Methods 46 individuals underwent simultaneous right and left heart catheterisation, at rest and during exercise, to confirm/exclude HFpEF. We evaluated: linear regression between LVEDP and PAWP, Bland–Altman graphs, and the rate of concordance of dichotomised LVEDP and PAWP ≥ or < diagnostic thresholds for HFpEF.
Results At peak exercise, PAWPM and LVEDP, as well as PAWPED and LVEDP, were fairly correlated (R2>0.69, p<0.01), with minimal bias (+2 and 0 mmHg respectively) but large limits of agreement (±11 mmHg). 89% of individuals had concordant PAWP and LVEDP ≥ or <25 mmHg (Cohen's κ=0.64). Individuals with either LVEDP or PAWPM ≥25 mmHg showed a PAWPM increase relative to cardiac output (CO) changes (PAWPM/CO slope) >2 mmHg·L−1·min−1.
Conclusions During exercise, PAWP is accurate but not precise for the estimation of LVEDP. Despite a good rate of concordance, these two measures might occasionally disagree.
Abstract
PAWP provides accurate but imprecise estimates for LVEDP during exercise. A combination of PAWP ≥25 mmHg at peak and/or PAWP/CO slope >2 mmHg·L−1·min−1 correctly identify HFpEF patients among those individuals with either PAWP or LVEDP ≥25 mmHg at peak. https://bit.ly/3wTCSsX
Introduction
Heart failure with preserved ejection fraction (HFpEF) can be considered a clinical syndrome of cardiovascular ageing, ensuing from a combination of increased left ventricular diastolic stiffness and increased stressed blood volume (or dysfunctional preload) [1–3]. Symptoms may occur despite euvolaemia at physical examination and normal natriuretic peptides, as well as with normal filling pressures at rest, either estimated through echocardiography or directly measured by cardiac catheterisation [4–6]. To overcome this diagnostic challenge, invasive exercise haemodynamic testing has been suggested to unmask HFpEF, allowing to detect a steep increase in pulmonary artery wedge pressure (PAWP), with peak PAWP values ≥25 mmHg as the hallmark of the disease [5–7]. All this reasoning is based upon the assumption that PAWP approximates left ventricular (LV) end-diastolic pressure (EDP).
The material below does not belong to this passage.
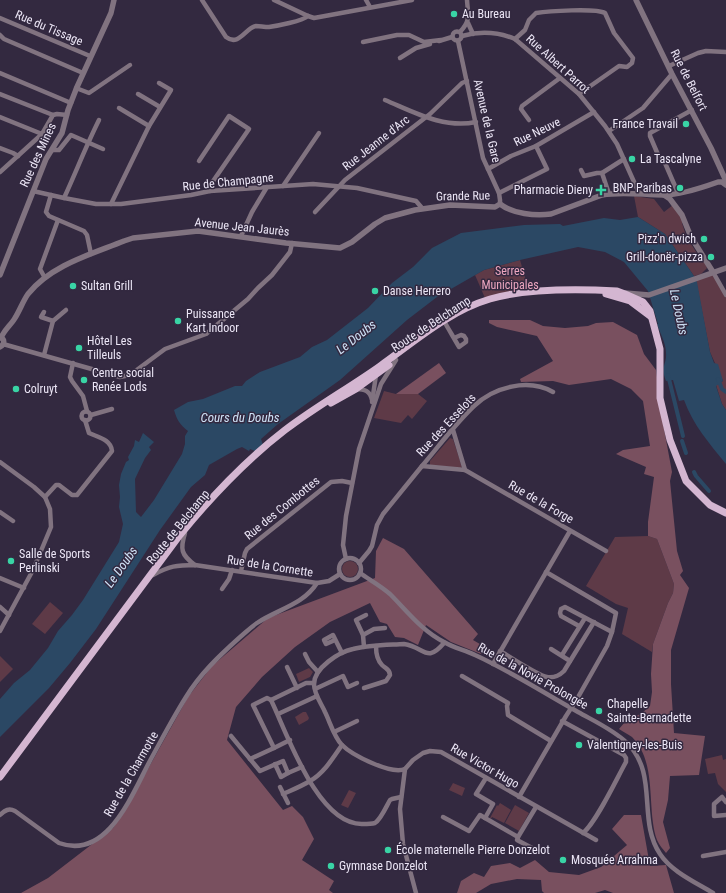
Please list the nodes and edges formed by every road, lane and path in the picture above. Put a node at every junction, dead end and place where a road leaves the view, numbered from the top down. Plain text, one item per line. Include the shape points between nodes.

However, LVEDP reflects LV diastolic stiffness more directly than PAWP, without the interposition of the left atrium (LA) and of the pulmonary circulation, while PAWP reflects the haemodynamic load imposed by the left heart on the pulmonary vascular bed and on the right heart [8]. Thus, it might be supposed that, during exercise, PAWP and LVEDP may disagree, potentially questioning the diagnosis of HFpEF in a number of individuals, especially when absolute cut-off values are employed, taking into account the methodological heterogeneity in PAWP measurement during exercise haemodynamics across centres, as well as the absence of an undisputed gold-standard reference [9]. Additionally, the accuracy and precision of PAWP as a surrogate of LVEDP has been reported in resting condition only, both for end-diastolic PAWP (PAWPED) and for PAWP averaged over the cardiac cycle, i.e. mean PAWP (PAWPM) [10–14]. Thus, the primary aim of our study was to compare LVEDP and PAWP during exercise in a cohort of consecutive patients referred for exercise cardiac catheterisation, in order to assess the validity of the latter as an estimate of the former. Anticipating that PAWP and LVEDP may occasionally disagree, we also exploratively aimed to verify whether additional haemodynamic parameters (i.e. flow-normalised PAWP trajectories) may reinforce the diagnosis of HFpEF in patients with either PAWP or LVEDP equal or above the arbitrary pathological threshold of 25 mmHg.
Methods
This study was approved by the Ethics Committee of the Istituto Auxologico Italiano (protocol n 2020_04_21_03). We included consecutive patients with exertional breathlessness referred for elective cardiac catheterisation in stable clinical conditions to confirm or exclude the diagnosis of HFpEF, who signed an informed consent for the use of their data for research purposes. Additionally, they needed to have been instrumented with both a Swan–Ganz catheter in the pulmonary artery and a pig-tail catheter in the left ventricle, and to have completed a symptom-limited step-incremental exercise test in the supine position. Finally, they needed to have readable LVEDP at peak exercise. We excluded patients who had not performed a left heart catheterisation, those with reduced LV ejection fraction (<50%), restrictive or hypertrophic or infiltrative cardiomyopathy, congenital heart disease, constrictive pericarditis and myocardial ischaemia, as well as those with a clinical and haemodynamic diagnosis of pulmonary arterial hypertension or chronic thromboembolic pulmonary hypertension (PH) [15], more than moderate respiratory disorders, more than mild primary valvular regurgitation and any valvular stenosis. We also excluded unstable patients (non-elective hospitalisation, rapid worsening of symptoms, haemodynamic compromise) and individuals not able to perform a physical exercise on a supine cycle ergometer.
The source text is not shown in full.